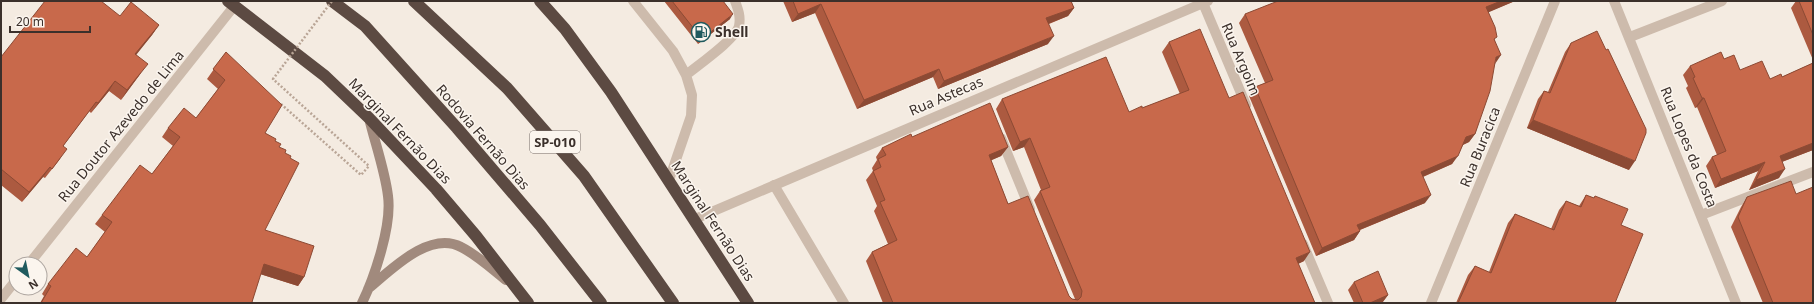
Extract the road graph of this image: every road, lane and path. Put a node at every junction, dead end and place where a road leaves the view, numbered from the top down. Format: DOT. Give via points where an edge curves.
graph roads {
  1 [pos="332,1"];
  2 [pos="414,1"];
  3 [pos="540,1"];
  4 [pos="633,1"];
  5 [pos="736,1"];
  6 [pos="1555,1"];
  7 [pos="1614,1"];
  8 [pos="1722,1"];
  9 [pos="1206,2"];
  10 [pos="232,3"];
  11 [pos="1630,38"];
  12 [pos="686,75"];
  13 [pos="276,99"];
  14 [pos="1249,113"];
  15 [pos="369,118"];
  16 [pos="998,131"];
  17 [pos="1813,172"];
  18 [pos="669,180"];
  19 [pos="774,185"];
  20 [pos="1701,215"];
  21 [pos="1034,217"];
  22 [pos="695,219"];
  23 [pos="1300,237"];
  24 [pos="34,256"];
  25 [pos="515,286"];
  26 [pos="368,289"];
  27 [pos="8,290"];
  28 [pos="1,299"];
  29 [pos="362,303"];
  30 [pos="528,303"];
  31 [pos="601,303"];
  32 [pos="673,303"];
  33 [pos="748,303"];
  34 [pos="844,303"];
  35 [pos="1328,303"];
  36 [pos="1431,303"];
  37 [pos="1736,303"];
  1 -- 13 [label="path, bridge" via="273,79 369,166 361,175"];
  1 -- 31 [label="highway, Rodovia Fernão Dias" via="364,26 456,128 540,225"];
  2 -- 32 [label="highway, SP-010" via="507,88 584,176"];
  3 -- 18 [label="highway, Marginal Fernão Dias" via="565,29 611,92"];
  4 -- 12 [label="street" via="673,51"];
  5 -- 12 [label="street" via="740,14 739,27 733,37"];
  6 -- 36 [label="street, Rua Buracica"];
  7 -- 11 [label="street, Rua Lopes da Costa"];
  8 -- 11 [label="street"];
  9 -- 14 [label="street, Rua Argoim"];
  9 -- 19 [label="street, Rua Astecas" via="985,99"];
  10 -- 15 [label="highway, Marginal Fernão Dias" via="325,76"];
  10 -- 24 [label="street, Rua Doutor Azevedo de Lima"];
  11 -- 20 [label="street, Rua Lopes da Costa"];
  12 -- 18 [label="street" via="692,95 691,116"];
  15 -- 25 [label="highway, Marginal Fernão Dias" via="436,189"];
  15 -- 26 [label="main road" via="388,196 388,223"];
  16 -- 21 [label="street"];
  17 -- 20 [label="street"];
  18 -- 22 [label="highway, Marginal Fernão Dias"];
  19 -- 22 [label="street, Rua Astecas"];
  19 -- 34 [label="street"];
  20 -- 37 [label="street, Rua Lopes da Costa"];
  22 -- 33 [label="highway, Marginal Fernão Dias"];
  23 -- 35 [label="street"];
  25 -- 26 [label="main road" via="461,246 446,243 416,251"];
  25 -- 30 [label="highway, Marginal Fernão Dias"];
  26 -- 29 [label="main road"];
  27 -- 28 [label="street"];
}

####

Return the data exactly. Do not carry over any images.

Extract the road graph of this image: every road, lane and path. Put a node at every junction, dead end and place where a road leaves the view, numbered from the top down. Format: DOT. Give via points where an edge curves.
graph roads {
  1 [pos="332,1"];
  2 [pos="414,1"];
  3 [pos="540,1"];
  4 [pos="633,1"];
  5 [pos="736,1"];
  6 [pos="1555,1"];
  7 [pos="1614,1"];
  8 [pos="1722,1"];
  9 [pos="1206,2"];
  10 [pos="232,3"];
  11 [pos="1630,38"];
  12 [pos="686,75"];
  13 [pos="276,99"];
  14 [pos="1249,113"];
  15 [pos="369,118"];
  16 [pos="998,131"];
  17 [pos="1813,172"];
  18 [pos="669,180"];
  19 [pos="774,185"];
  20 [pos="1701,215"];
  21 [pos="1034,217"];
  22 [pos="695,219"];
  23 [pos="1300,237"];
  24 [pos="34,256"];
  25 [pos="515,286"];
  26 [pos="368,289"];
  27 [pos="8,290"];
  28 [pos="1,299"];
  29 [pos="362,303"];
  30 [pos="528,303"];
  31 [pos="601,303"];
  32 [pos="673,303"];
  33 [pos="748,303"];
  34 [pos="844,303"];
  35 [pos="1328,303"];
  36 [pos="1431,303"];
  37 [pos="1736,303"];
  1 -- 13 [label="path, bridge" via="273,79 369,166 361,175"];
  1 -- 31 [label="highway, Rodovia Fernão Dias" via="364,26 456,128 540,225"];
  2 -- 32 [label="highway, SP-010" via="507,88 584,176"];
  3 -- 18 [label="highway, Marginal Fernão Dias" via="565,29 611,92"];
  4 -- 12 [label="street" via="673,51"];
  5 -- 12 [label="street" via="740,14 739,27 733,37"];
  6 -- 36 [label="street, Rua Buracica"];
  7 -- 11 [label="street, Rua Lopes da Costa"];
  8 -- 11 [label="street"];
  9 -- 14 [label="street, Rua Argoim"];
  9 -- 19 [label="street, Rua Astecas" via="985,99"];
  10 -- 15 [label="highway, Marginal Fernão Dias" via="325,76"];
  10 -- 24 [label="street, Rua Doutor Azevedo de Lima"];
  11 -- 20 [label="street, Rua Lopes da Costa"];
  12 -- 18 [label="street" via="692,95 691,116"];
  15 -- 25 [label="highway, Marginal Fernão Dias" via="436,189"];
  15 -- 26 [label="main road" via="388,196 388,223"];
  16 -- 21 [label="street"];
  17 -- 20 [label="street"];
  18 -- 22 [label="highway, Marginal Fernão Dias"];
  19 -- 22 [label="street, Rua Astecas"];
  19 -- 34 [label="street"];
  20 -- 37 [label="street, Rua Lopes da Costa"];
  22 -- 33 [label="highway, Marginal Fernão Dias"];
  23 -- 35 [label="street"];
  25 -- 26 [label="main road" via="461,246 446,243 416,251"];
  25 -- 30 [label="highway, Marginal Fernão Dias"];
  26 -- 29 [label="main road"];
  27 -- 28 [label="street"];
}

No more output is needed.